Watching Wikipedia's extinction event from a distance

After being a major contributor for many years, I've cringed as Wikipedia slowly devolves like a dying coral reef. Today's example is hemovanadin, an innocuous article deleted through a mix of vandalism, bots, and incompetent humans.

Hemovanadin was a well-sourced article stub about an interesting blood protein. As with almost every article I created, it was on a list of missing articles. Here's the article stub as it appeared before speedy deletion:

Hemovanadin is used to refer to the pale green vanabin proteins found in the blood cells, called vanadocytes, of ascidians (sea squirts) and other organisms. It is one of the few known vanadium-containing proteins.[1][2]

German chemist Martin Henze first detected vanadium in ascidians in 1911.[3] Unlike hemocyanin and hemoglobin, hemovanadin is not an oxygen carrier.[4]

It had four references to published works like the journal Microscopy Research and Technique.

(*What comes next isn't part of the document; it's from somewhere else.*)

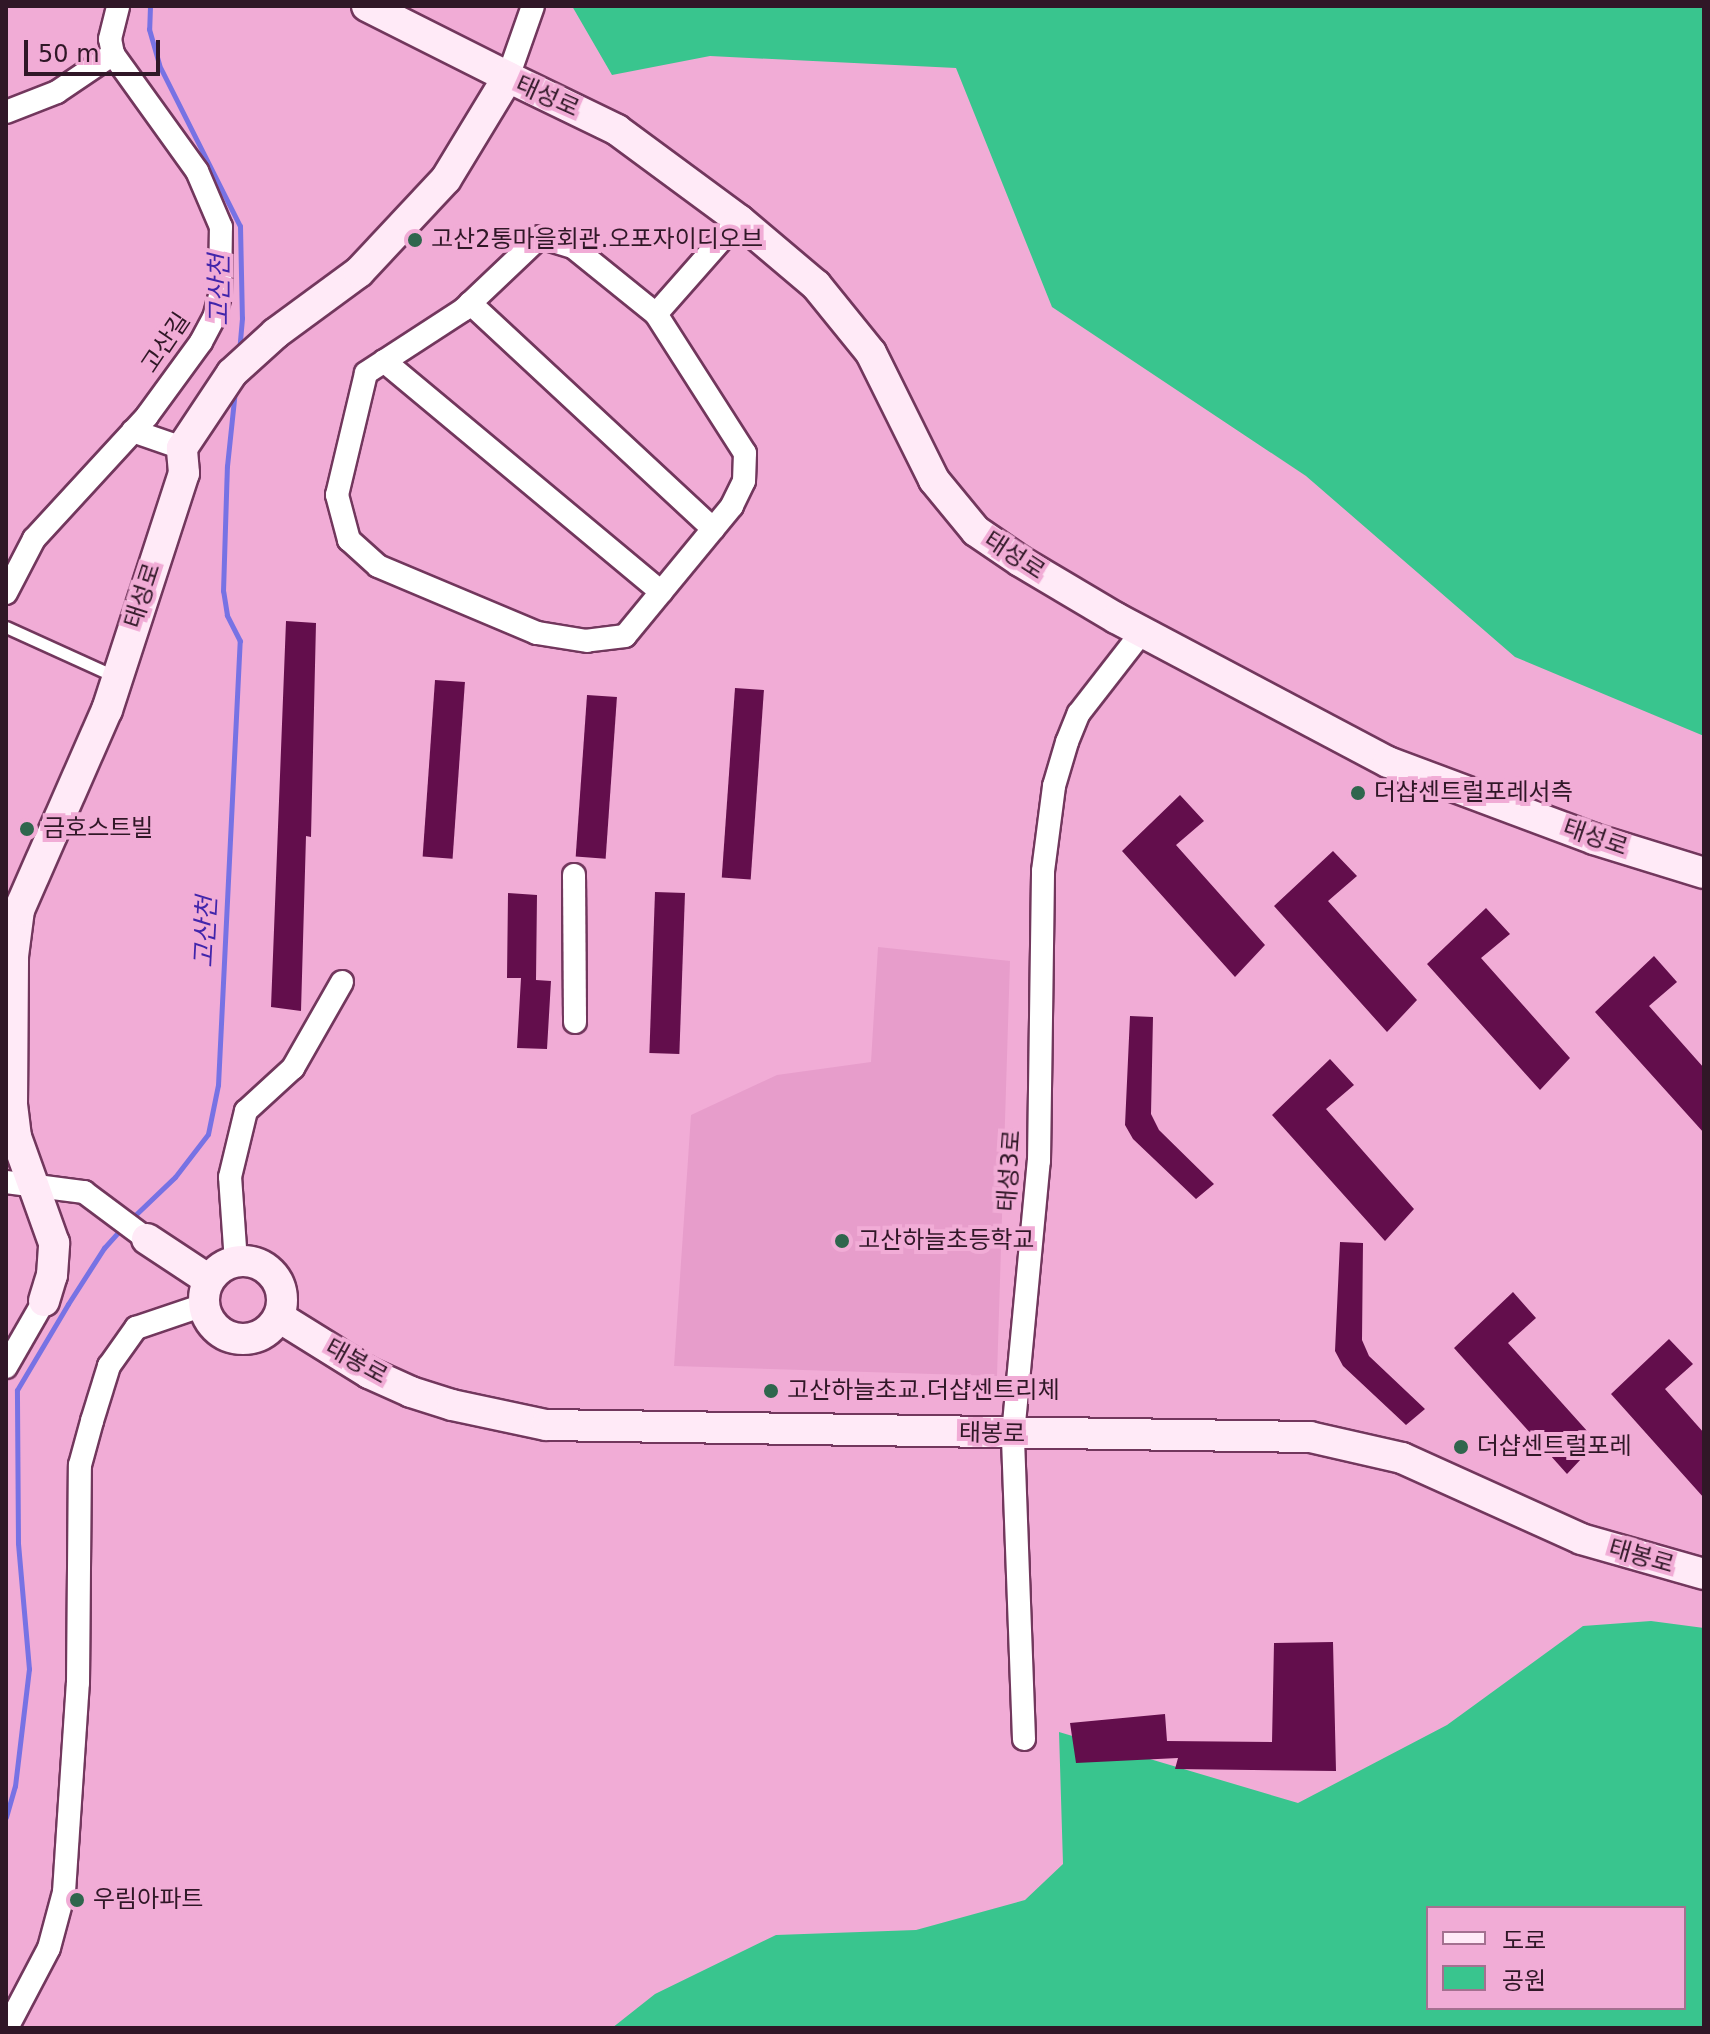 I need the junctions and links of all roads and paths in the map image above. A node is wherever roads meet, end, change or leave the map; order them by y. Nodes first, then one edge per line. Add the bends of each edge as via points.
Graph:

Obscure articles like this are what make Wikipedia great, but they are also most at risk under the current bureaucratic calcification. At some point, someone replaced the entire article with copy-paste text from a book. That triggered a bot that flagged the article as a copyright violation.

That in turn prompted an editor called KDS4444 to log the article for speedy deletion without bothering to check the article history.

This in turn prompted yet another user named RHaworth to delete the article, thereby scrubbing any edit history of the article and making it look as if I were the infringing author to someone uninvolved.

So what's the big deal about one tiny little article? Who cares if one little sea squirt on the reef gets destroyed? I care, but not enough to re-engage with Wikipedia's deletionists. Wikipedia went from people writing an encyclopedia to people writing rules about writing an encyclopedia, or writing bots to defend an encyclopedia, but without enough safeguards to save content from deletionists.

Sadly, this tiny article death is far from isolated. The same thing has happened to articles I wrote about psychologists, hip-hop songs, television hosts, and who knows what else since I took an extended break. I wrote a couple thousand articles and made 50,000 edits because I believed in the promise of Wikipedia. Some are improved, most are unchanged, some are objectively worse, and too many are dead. Sea squirts are pretty, and hemovanadin is an interesting chemical worth including in an encyclopedia. Brittanica covers it, which is why it was on a list of missing Wikipedia articles. Wikipedia used to cover it, but as the bleaching caused by bots, abuse of speedy deletion, and incompetent editors continues apace, will Wikipedia eventually reach a biotic crisis?